There are many ways of featuring outgoing feeds within your blog design. Unfortunately, there isn’t a lot of consistency, though some styles are becoming more standard. Here are some of the most common examples:
- The RSS orange icon displayed in the header or top of the sidebar is the feed link. Users right click or click to add the feed to their feed reader.
- The RSS icon is a link to a Page displaying a list of all the different types of feeds for the visitor to choose from.
- A Subscribe or RSS icon which links via Plugin to a page that invites the visitor to subscribe using the feed reader of their choice with a drop down menu.
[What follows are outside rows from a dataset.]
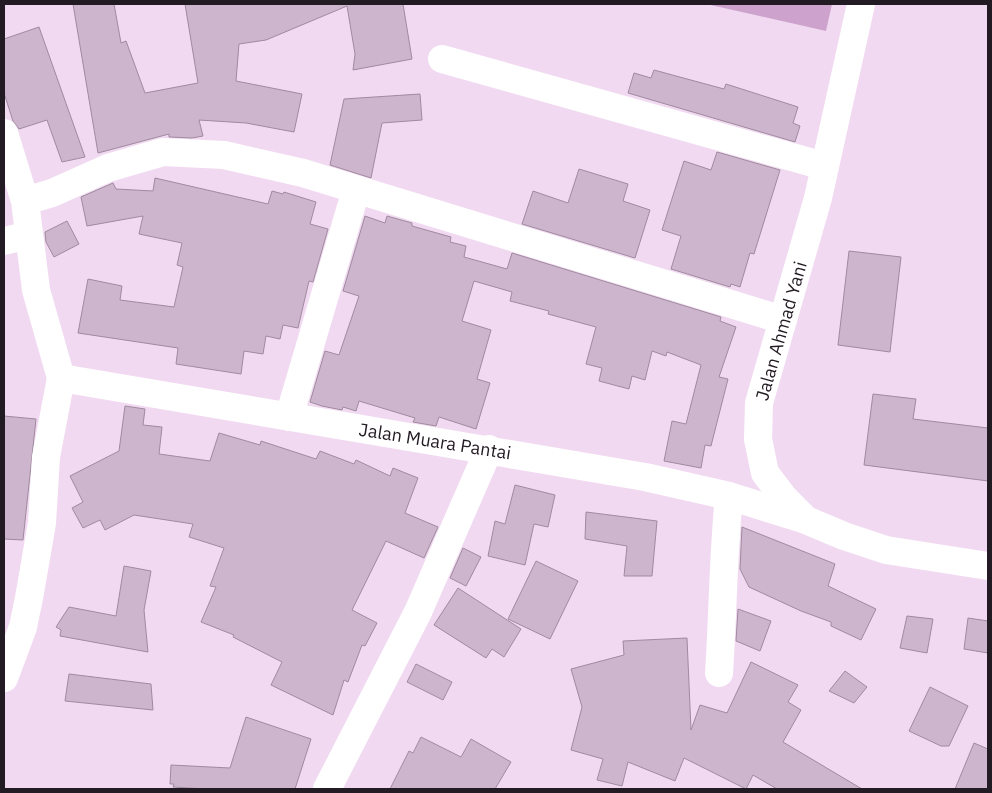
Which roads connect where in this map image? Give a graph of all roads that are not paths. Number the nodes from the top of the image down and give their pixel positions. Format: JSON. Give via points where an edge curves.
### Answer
{"nodes":[{"id":1,"x":861,"y":4,"type":"edge"},
{"id":2,"x":442,"y":58,"type":"dead end"},
{"id":3,"x":4,"y":133,"type":"edge"},
{"id":4,"x":824,"y":166,"type":"junction"},
{"id":5,"x":356,"y":190,"type":"junction"},
{"id":6,"x":24,"y":201,"type":"junction"},
{"id":7,"x":16,"y":238,"type":"edge"},
{"id":8,"x":783,"y":320,"type":"junction"},
{"id":9,"x":60,"y":378,"type":"junction"},
{"id":10,"x":289,"y":417,"type":"junction"},
{"id":11,"x":489,"y":450,"type":"junction"},
{"id":12,"x":729,"y":496,"type":"junction"},
{"id":13,"x":806,"y":520,"type":"junction"},
{"id":14,"x":988,"y":566,"type":"edge"},
{"id":15,"x":720,"y":674,"type":"dead end"},
{"id":16,"x":4,"y":678,"type":"edge"},
{"id":17,"x":327,"y":789,"type":"edge"}],
"edges":[{"from":1,"to":4,"type":"main road","name":"Jalan Ahmad Yani"},
{"from":2,"to":4,"type":"main road"},
{"from":3,"to":6,"type":"main road"},
{"from":4,"to":8,"type":"main road","name":"Jalan Ahmad Yani"},
{"from":5,"to":6,"type":"main road","via":[[251,160],[224,155],[163,152],[108,168],[52,193]]},
{"from":5,"to":8,"type":"main road"},
{"from":5,"to":10,"type":"main road"},
{"from":6,"to":7,"type":"main road"},
{"from":7,"to":9,"type":"main road","via":[[36,290]]},
{"from":8,"to":13,"type":"main road","name":"Jalan Ahmad Yani","via":[[759,403],[758,439],[765,473]]},
{"from":9,"to":10,"type":"main road","name":"Jalan Muara Pantai"},
{"from":9,"to":16,"type":"main road","via":[[46,456],[42,523],[23,627]]},
{"from":10,"to":11,"type":"main road","name":"Jalan Muara Pantai"},
{"from":11,"to":12,"type":"main road","name":"Jalan Muara Pantai","via":[[645,477]]},
{"from":11,"to":17,"type":"main road","via":[[418,612]]},
{"from":12,"to":13,"type":"main road","name":"Jalan Muara Pantai"},
{"from":12,"to":15,"type":"main road","via":[[723,559]]},
{"from":13,"to":14,"type":"main road","name":"Jalan Ahmad Yani","via":[[886,550]]}]}
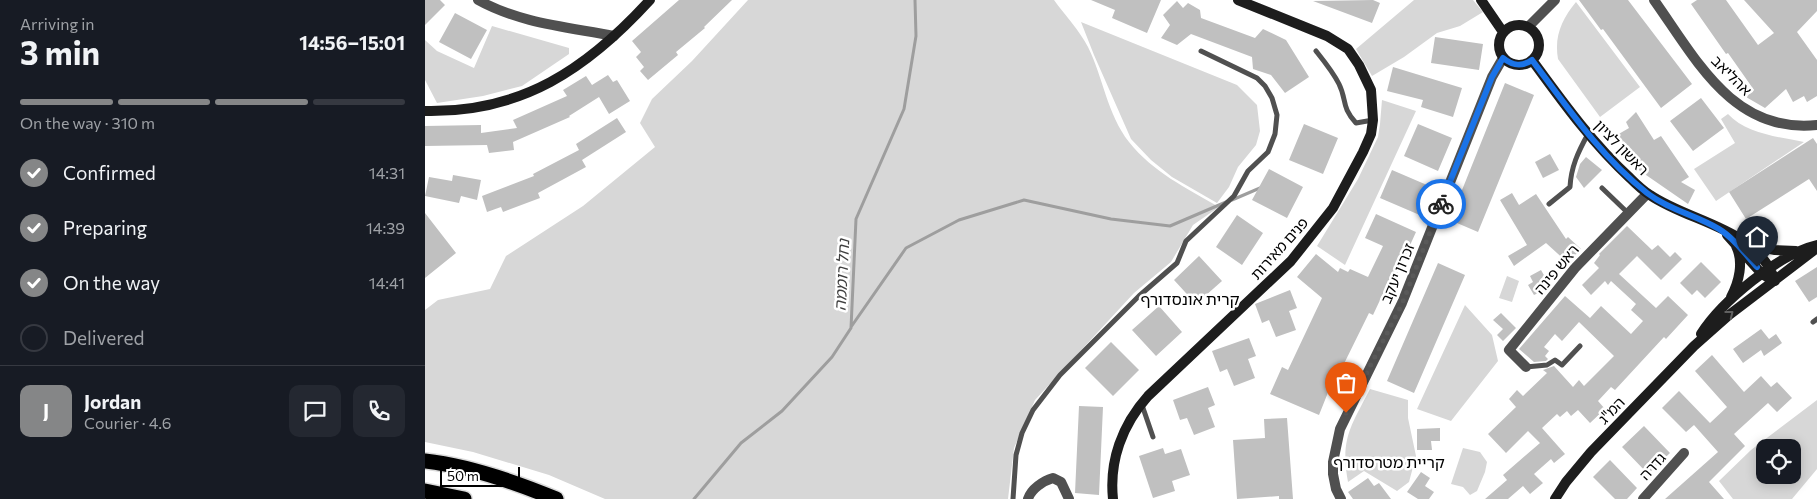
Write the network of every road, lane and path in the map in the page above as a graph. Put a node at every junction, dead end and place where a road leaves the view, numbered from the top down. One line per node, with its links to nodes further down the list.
1 (478, 0): 9 (street)
2 (651, 0): 9 (street)
3 (1238, 0): 15 (street, פנים מאירות)
4 (1481, 0): 8 (street)
5 (1555, 0): 7 (street)
6 (1654, 0): 16 (street, אהליאב)
7 (1528, 27): 8 (street); 13 (street)
8 (1503, 32): 12 (street)
9 (614, 36): 14 (street)
10 (1201, 51): 40 (lane)
11 (1316, 51): 15 (lane)
12 (1503, 58): 13 (street); 44 (street, זכרון יעקב)
13 (1532, 60): 17 (street, ראשון לציון)
14 (425, 111)
15 (1373, 120): 33 (street, פנים מאירות)
16 (1817, 125)
17 (1588, 134): 19 (street, ראשון לציון); 20 (lane)
18 (1602, 188): 21 (lane)
19 (1647, 194): 21 (street, ראש פינה); 22 (street, ראשון לציון)
20 (1549, 204)
21 (1628, 214): 32 (street, ראש פינה)
22 (1714, 226): 23 (street, ראשון לציון); 24 (street, ראשון לציון)
23 (1734, 241): 27 (street, ראשון לציון); 29 (street)
24 (1749, 245): 26 (street); 27 (street, ראשון לציון)
25 (1817, 246): 26 (street, המ"ג); 28 (street, המ"ג)
26 (1797, 251): 27 (street, המ"ג)
27 (1767, 271): 28 (street, ראשון לציון); 29 (street, המ"ג)
28 (1775, 281): 31 (street, המ"ג, one-way to 28)
29 (1729, 300): 31 (street, המ"ג)
30 (1580, 346): 32 (lane)
31 (1694, 346): 45 (street, המ"ג)
32 (1526, 367)
33 (1141, 404): 34 (lane); 43 (street, פנים מאירות)
34 (1153, 437)
35 (1684, 454): 46 (street, גדרה)
36 (425, 461): 39 (highway)
37 (425, 491): 38 (highway)
38 (464, 499)
39 (556, 499)
40 (1013, 499)
41 (1028, 499): 42 (street)
42 (1069, 499)
43 (1113, 499)
44 (1341, 499)
45 (1555, 499)
46 (1643, 499)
This page is usually limited to only the full post feeds.
- A list of all the feeds available in the blog’s sidebar, header, or footer for the visitor to click on and add to their feed reader.
- A list of the core default feeds in the sidebar, and the categories list features a feed icon or
(RSS)in the category link title to allow subscription to that specific category.
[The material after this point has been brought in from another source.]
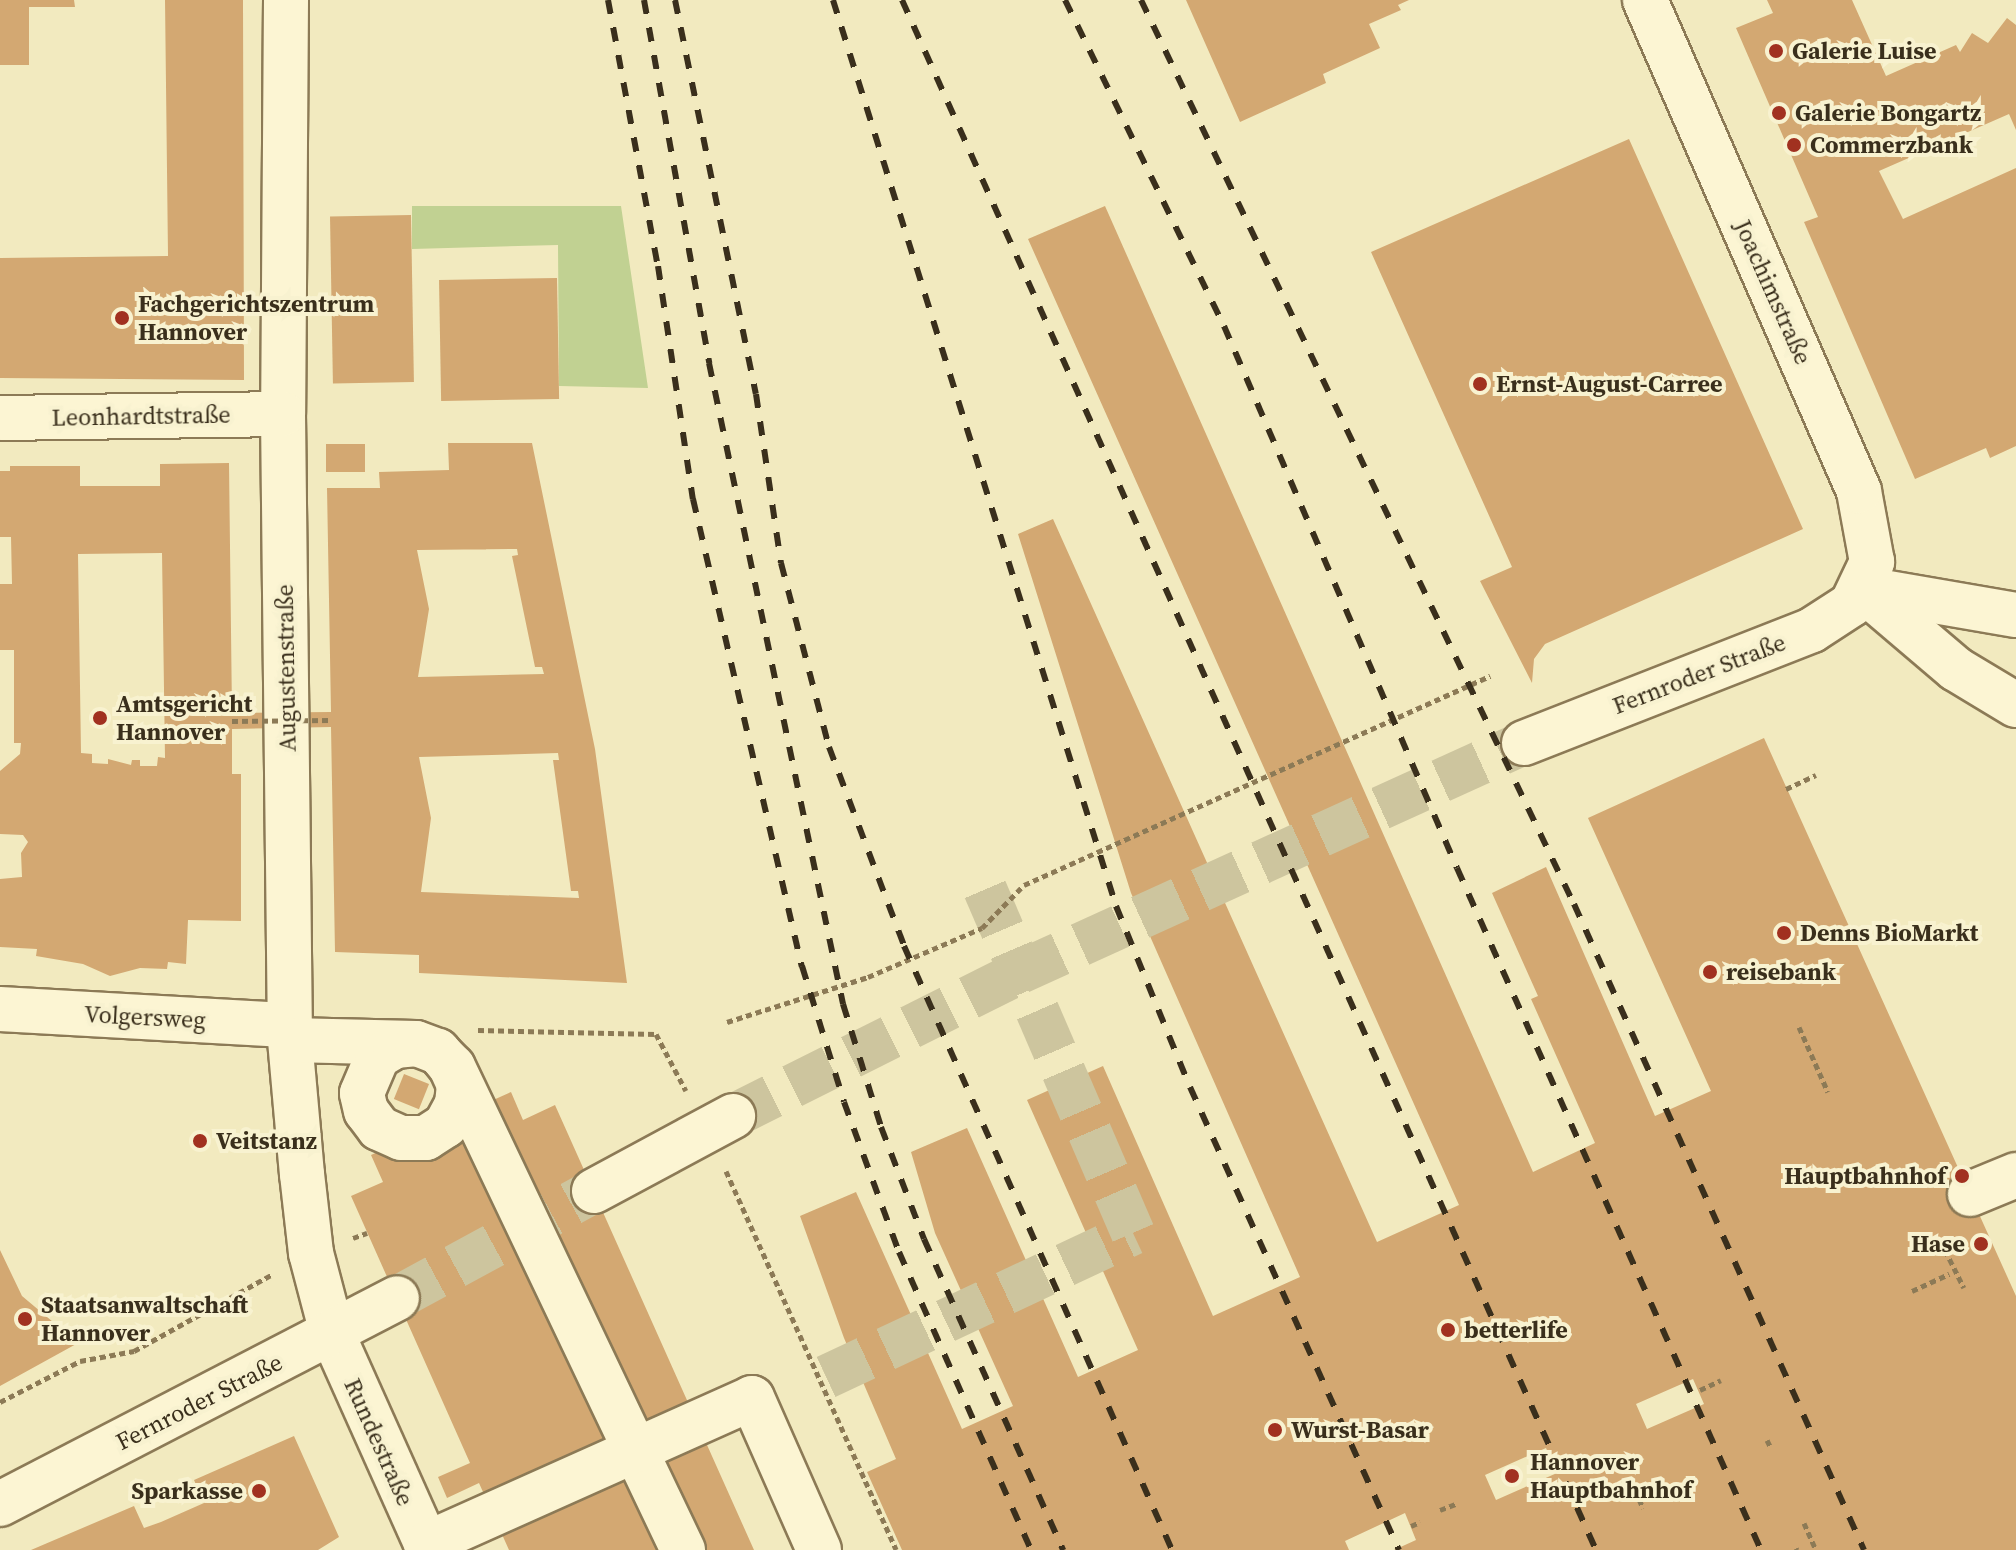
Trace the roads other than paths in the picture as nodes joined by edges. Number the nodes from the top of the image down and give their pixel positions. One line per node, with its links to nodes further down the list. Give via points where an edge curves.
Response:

A problem with many of these feed offering design styles is that they involve multiple clicks to add the feed to the feed reader. The more clicks, the more likely visitors are to get distracted or lose interest. There are many more options, but let’s look at how people subscribe to blogs.
First, we have to assume they understand what feeds are and how to subscribe. This means you need to understand your blog’s demographics. Are they feed savvy or not? Do you need to educate them to use feeds, or just encourage them to add your feed to their feed reader? If you have to educate them, then start including tutorials, or have the link to your blog’s feed contain information on what a feed is and how it works. If you don’t have to educate them, you then have to motivate them.
To motivate people to sign up for your blog’s feed, make it prominent, right? That’s what the pros tell you. Make your blog’s feed a big billboard that shouts “Hey, look here! Choose me!”
What about people like me and you who use feeds on a daily basis? We’ve been doing this a while. What ticks us off are sites without feeds. We don’t need motivation. We expect every site to have a feed. If we see a site that has the information we want to track, we use our feed reader bookmarklets or toolbars to get that site into our feed reader. We don’t need reminding. We just need the feed. You don’t have a feed, you lose us completely.
A lot of people believe you have to “see” the feed link in order to find it. With a feed reader bookmarklet or toolbar, it finds it without any help. I use the RSS+ Atom Feed Subscribe Button Generator from Userscripts.org. I wrote about it recently, along with another fantastic Greasemonkey Script, Google Reader Preview Enhanced Greasemonkey Script (GPE), which allows you to preview a post from within Google Feed Reader and comment. The Feed Subscriber Button Generator features a row of feed icons for each of the feeds found within the web page. I can choose which feed I want and add it to Google Reader, or any feed reader you use. I don’t have to look for the feed link. It comes to me.
With huge sites with a diverse collection of content and multiple bloggers, I do prefer the feed link to take me to a Page that lists all the different content categories and authors so I can choose which feed I want. For example, on a site that covers a wide spectrum of news, I might only want to follow posts in the Science, Medical, International, or another specific category.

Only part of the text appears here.